Nothing but the images is to be left out of your exact copy of the entries.
(Available data Opens)
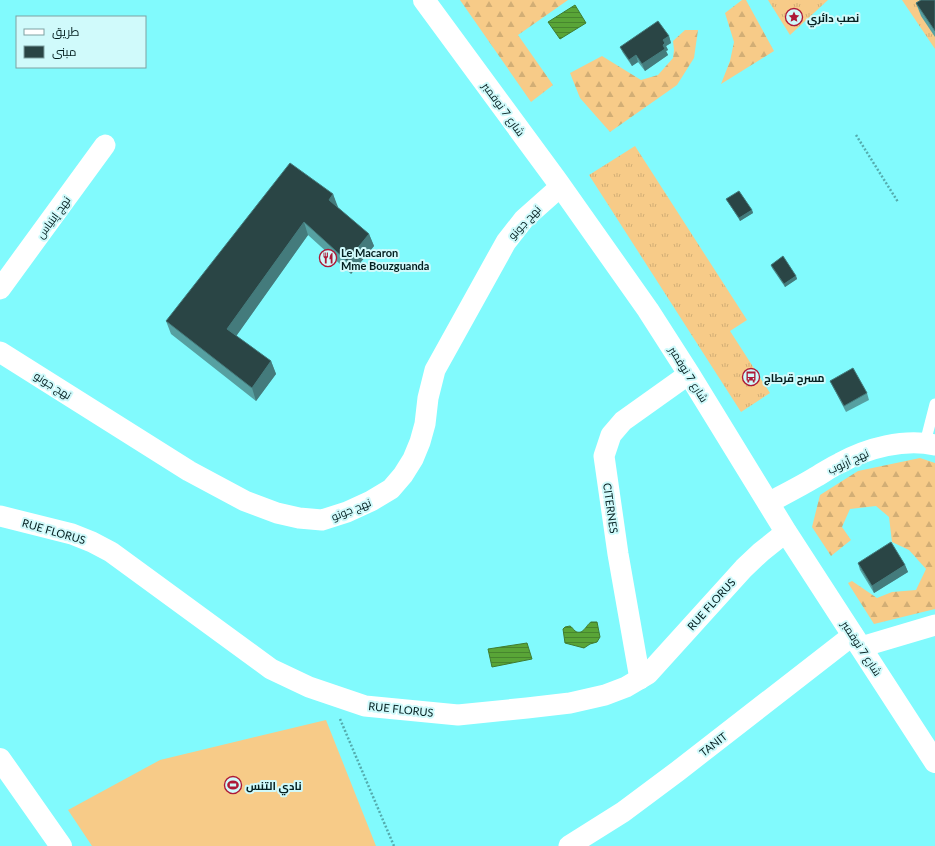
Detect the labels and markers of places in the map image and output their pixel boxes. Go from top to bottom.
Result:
place icon: نصب دائري [784,7,804,27]
place label: نصب دائري [807,11,859,28]
place label: Le Macaron Mme Bouzguanda [341,246,429,272]
restaurant icon: Le Macaron Mme Bouzguanda [318,248,338,268]
bus stop icon: مسرح قرطاج [741,367,761,387]
place label: مسرح قرطاج [764,371,825,386]
sports icon: نادي التنس [223,775,243,795]
place label: نادي التنس [246,779,302,796]

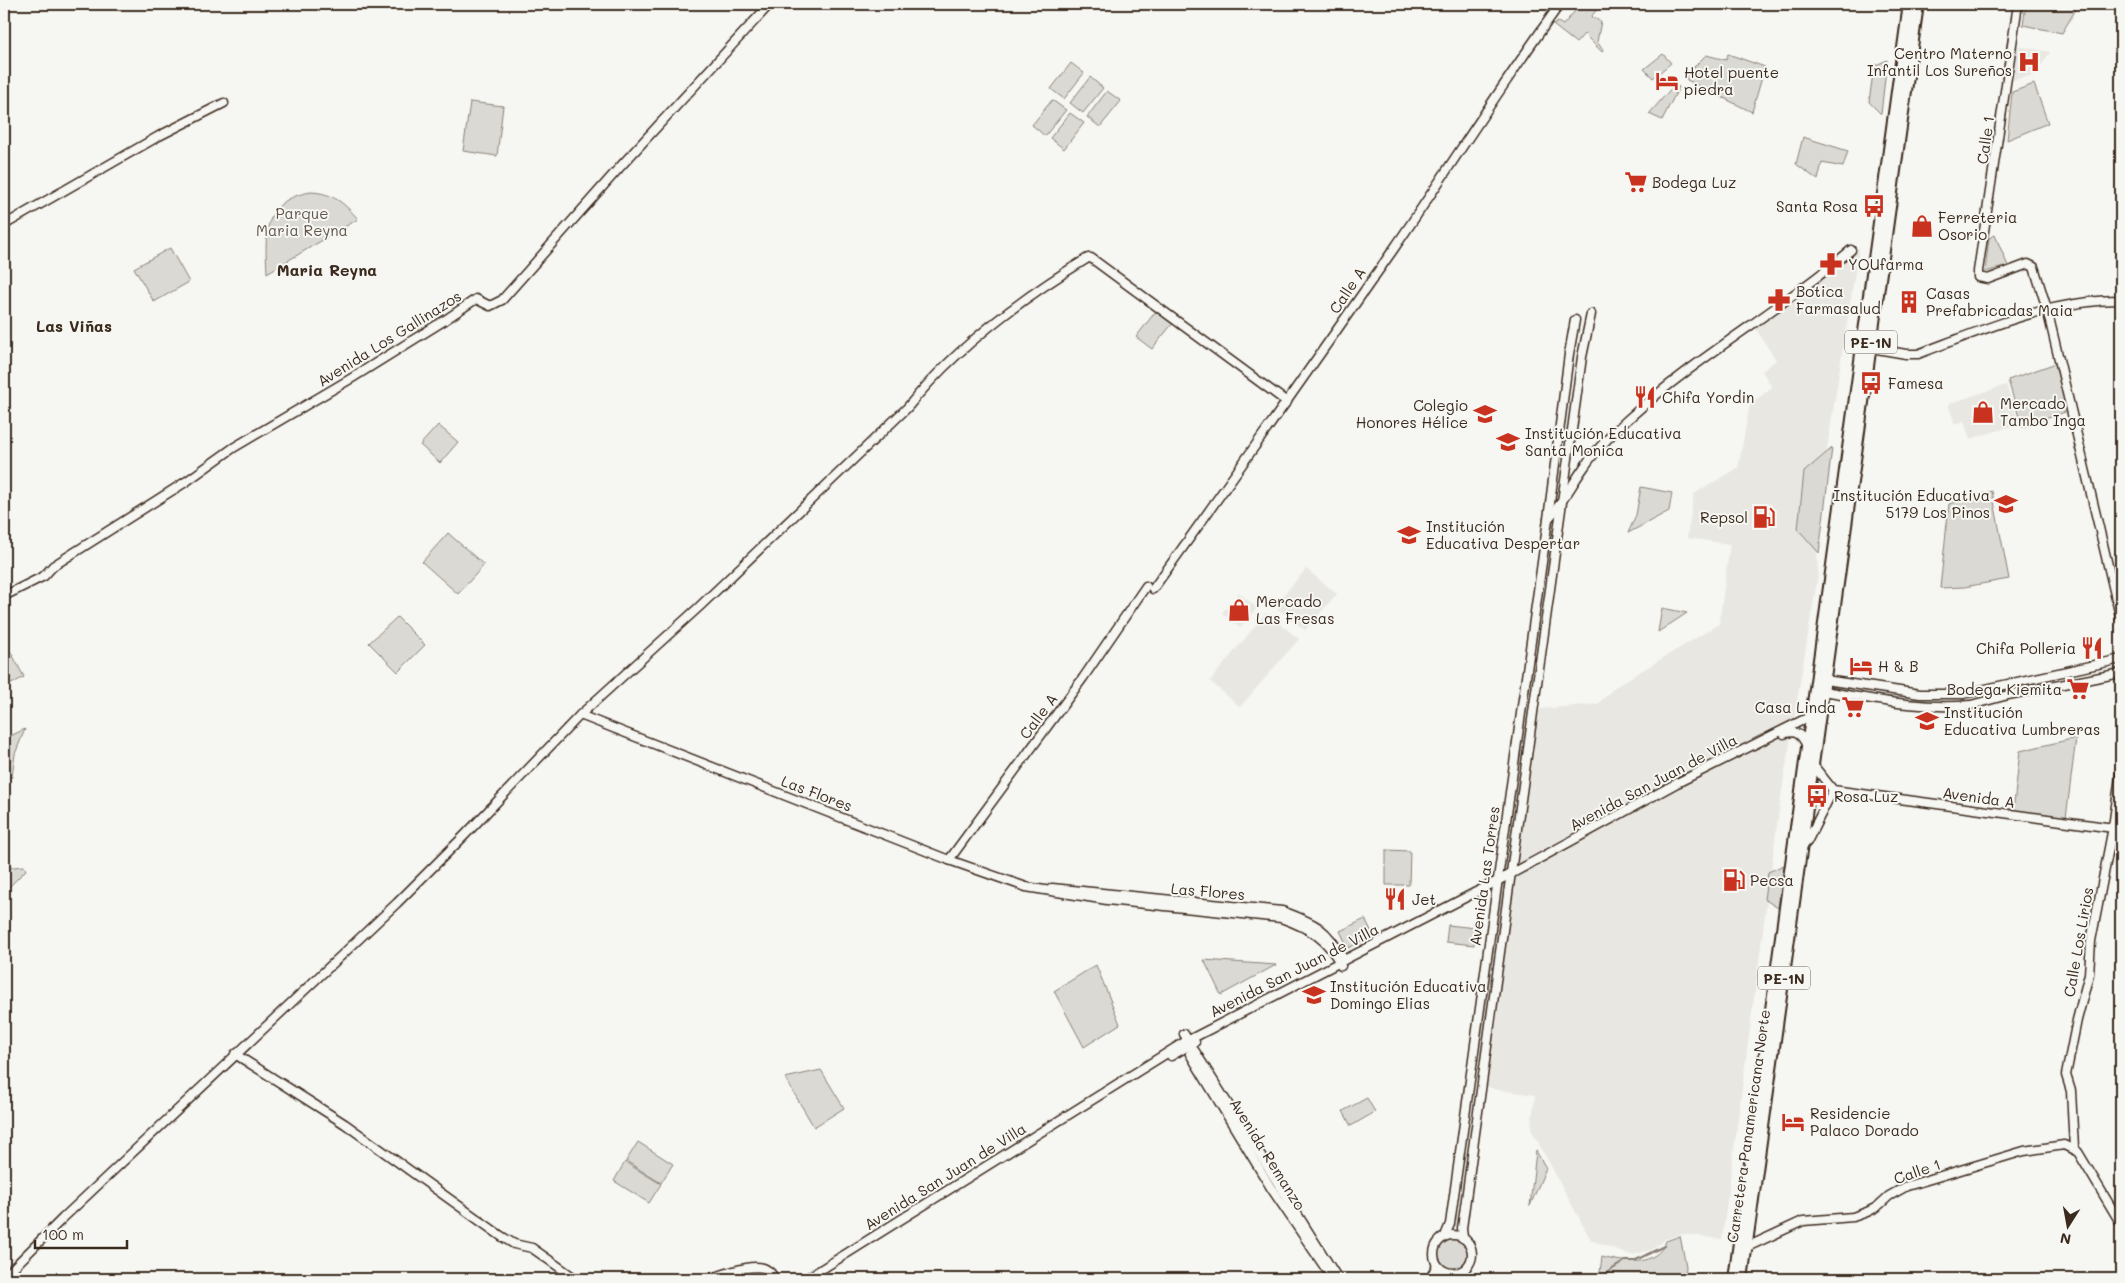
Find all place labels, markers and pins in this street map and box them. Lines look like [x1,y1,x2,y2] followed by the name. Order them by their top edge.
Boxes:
(Available data Closes)
Task answer
Detect the labels and markers of places in the map image and output their pixel boxes. Go from top to bottom.
Result:
place icon: نصب دائري [784,7,804,27]
place label: نصب دائري [807,11,859,28]
place label: Le Macaron Mme Bouzguanda [341,246,429,272]
restaurant icon: Le Macaron Mme Bouzguanda [318,248,338,268]
bus stop icon: مسرح قرطاج [741,367,761,387]
place label: مسرح قرطاج [764,371,825,386]
sports icon: نادي التنس [223,775,243,795]
place label: نادي التنس [246,779,302,796]

Find all place labels, markers and pins in this street map and box them. Lines look like [x1,y1,x2,y2] followed by the name. Order them by their top edge.
Boxes:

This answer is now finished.